Troilus and Cressida; i.—3.

The stock of the Princeton Platinum Company was issued in ten-dollar shares, it being the conviction of Erastus Snaffle, deduced from a more or less extensive experience, that the gullible portion of the public is more likely to buy stock of a low par value. On the morning after the exhibition at the St. Filipe Club, the shares were quoted at two dollars and an eighth.

Arthur Fenton read the stock reports at breakfast. He laid the paper down calmly, drank his coffee in silence, and absently played with his fork, while his wife attended to Caldwell's breakfast and her own. He said nothing until the boy, whose mind was intent upon some new toy or other, having hastily finished his meal, asked to be excused.
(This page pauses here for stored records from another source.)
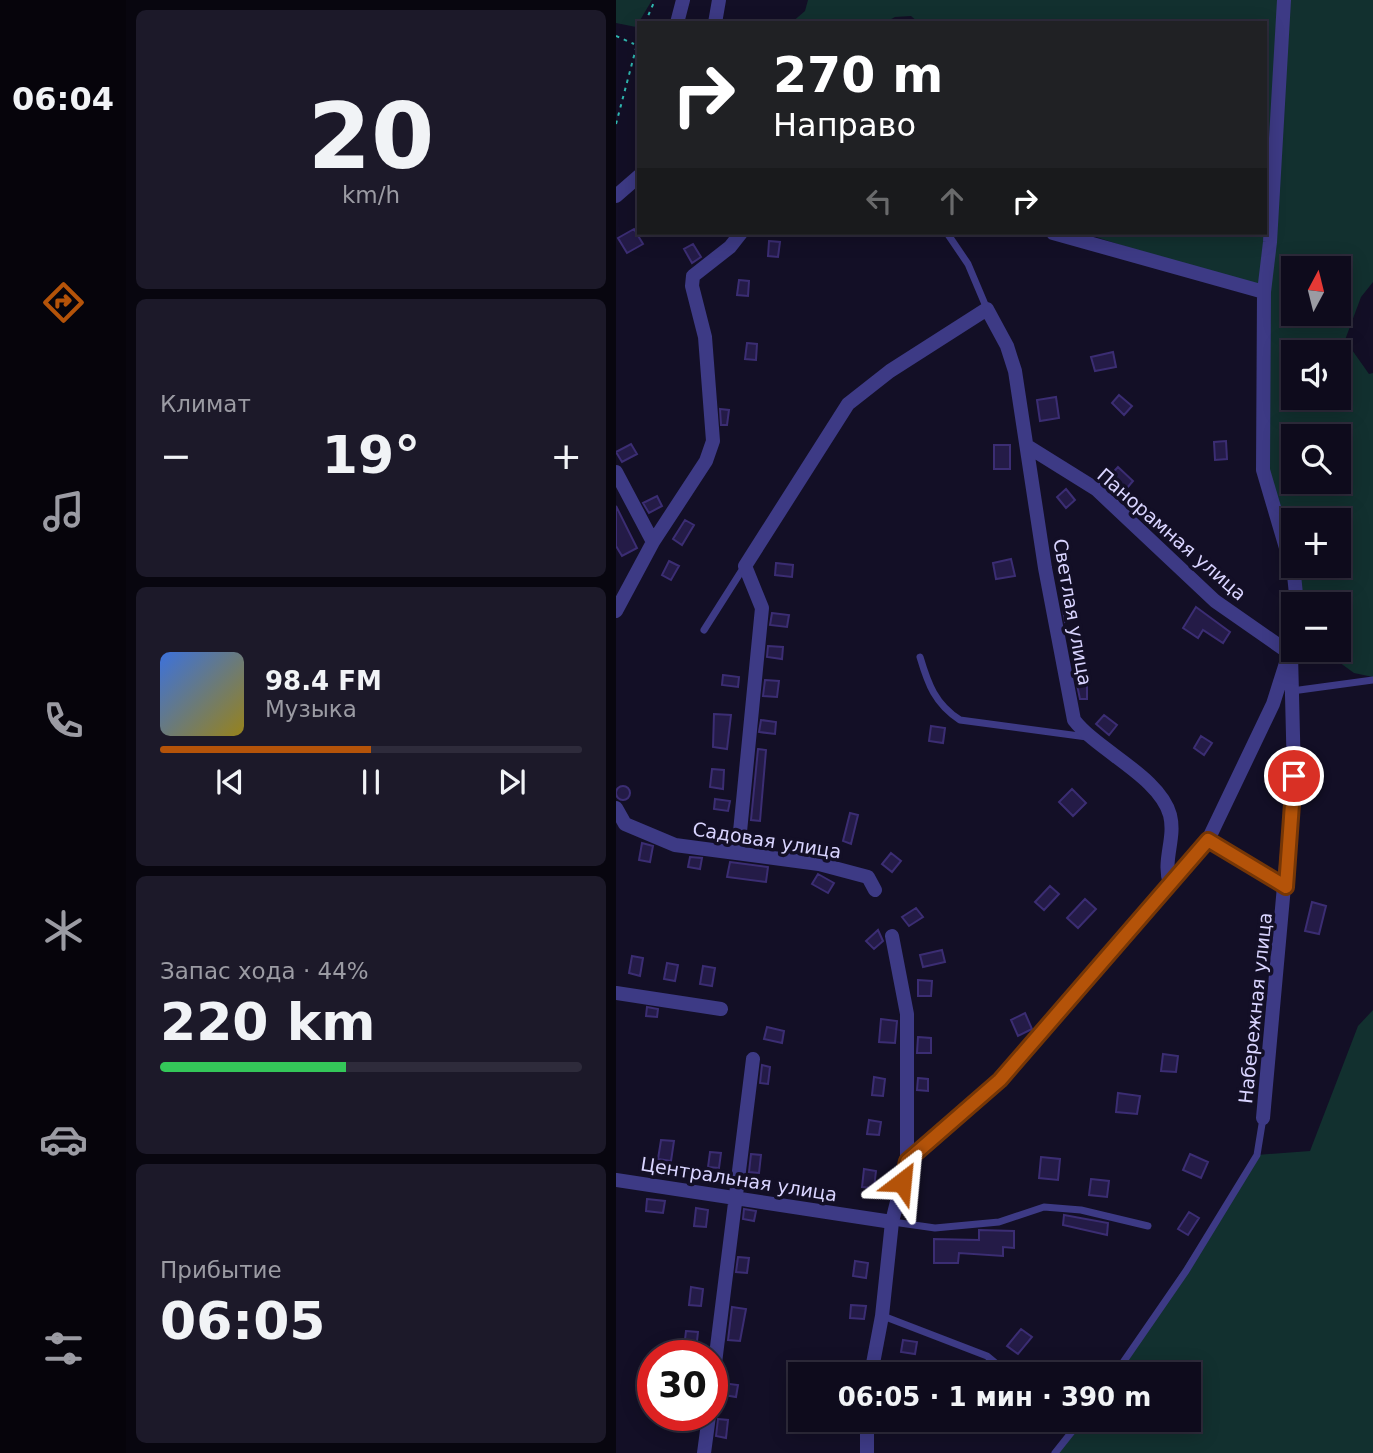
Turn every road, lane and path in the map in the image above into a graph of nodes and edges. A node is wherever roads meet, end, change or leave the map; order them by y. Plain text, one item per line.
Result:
1 (655, 0) edge
2 (683, 0) edge
3 (719, 0) edge
4 (1284, 0) edge
5 (646, 21) edge
6 (678, 21) edge
7 (715, 21) edge
8 (616, 36) edge
9 (637, 40) edge
10 (635, 44) junction
11 (616, 124) edge
12 (637, 178) edge
13 (616, 196) edge
14 (739, 235) edge
15 (948, 235) edge
16 (1060, 235) edge
17 (1264, 292) junction
18 (987, 309) junction
19 (1027, 446) junction
20 (616, 472) edge
21 (653, 542) junction
22 (745, 566) junction
23 (1296, 592) edge
24 (616, 611) edge
25 (704, 630) dead end
26 (1281, 640) edge
27 (920, 657) dead end
28 (1286, 662) edge
29 (1292, 662) edge
30 (1373, 680) edge
31 (1292, 691) junction
32 (1087, 737) junction
33 (616, 808) edge
34 (1208, 840) junction
35 (738, 852) junction
36 (1170, 884) junction
37 (1286, 887) junction
38 (875, 890) dead end
39 (892, 936) dead end
40 (616, 993) edge
41 (721, 1009) dead end
42 (753, 1059) dead end
43 (1264, 1118) joint
44 (907, 1161) junction
45 (616, 1180) edge
46 (736, 1197) junction
47 (892, 1222) junction
48 (1148, 1226) dead end
49 (882, 1315) junction
50 (718, 1340) edge
51 (873, 1362) edge
52 (994, 1362) edge
53 (1123, 1362) edge
54 (707, 1431) edge
55 (867, 1432) edge
56 (1072, 1432) edge
57 (704, 1453) edge
58 (867, 1453) edge
59 (1055, 1453) edge

1 - 5 path
2 - 6 street
3 - 7 street
4 - 17 street
8 - 10 path
9 - 10 path
10 - 11 path
12 - 13 street
14 - 21 street
15 - 18 lane
16 - 17 street
17 - 23 street
18 - 19 street, Светлая улица
18 - 22 street
19 - 26 street, Панорамная улица
19 - 32 street, Светлая улица
20 - 21 street
21 - 24 street
22 - 25 lane
22 - 35 street
27 - 32 lane
28 - 34 street
29 - 31 street, Набережная улица
30 - 31 lane
31 - 37 street, Набережная улица
32 - 36 street, Светлая улица
33 - 35 street, Садовая улица
34 - 36 street
34 - 37 lane
35 - 38 street, Садовая улица
36 - 44 street
37 - 43 street, Набережная улица
39 - 44 street
40 - 41 street
42 - 46 street
43 - 53 lane, Набережная улица
44 - 47 street
45 - 46 street, Центральная улица
46 - 47 street, Центральная улица
46 - 50 street
47 - 48 lane
47 - 49 street
49 - 51 street
49 - 52 lane
54 - 57 street
55 - 58 street
56 - 59 lane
"Don't be in a hurry, Caldwell," his mother said, gently. "I want you to learn to wait for older people."

"Let him go, Edith," his father interposed. "I want to talk to you."

The boy jumped down quickly and ran to give his father a hasty kiss. He had learned to look to Fenton to help him in evading his mother's attempts at discipline, and Edith noted with pain, as she had too often noticed before, the knowing smile which came into the child's face at her husband's words. Caldwell evidently regarded his father's remark merely as a convenient excuse, and it hurt Edith to see how in subtile ways her son was learning to distrust the honesty of his father.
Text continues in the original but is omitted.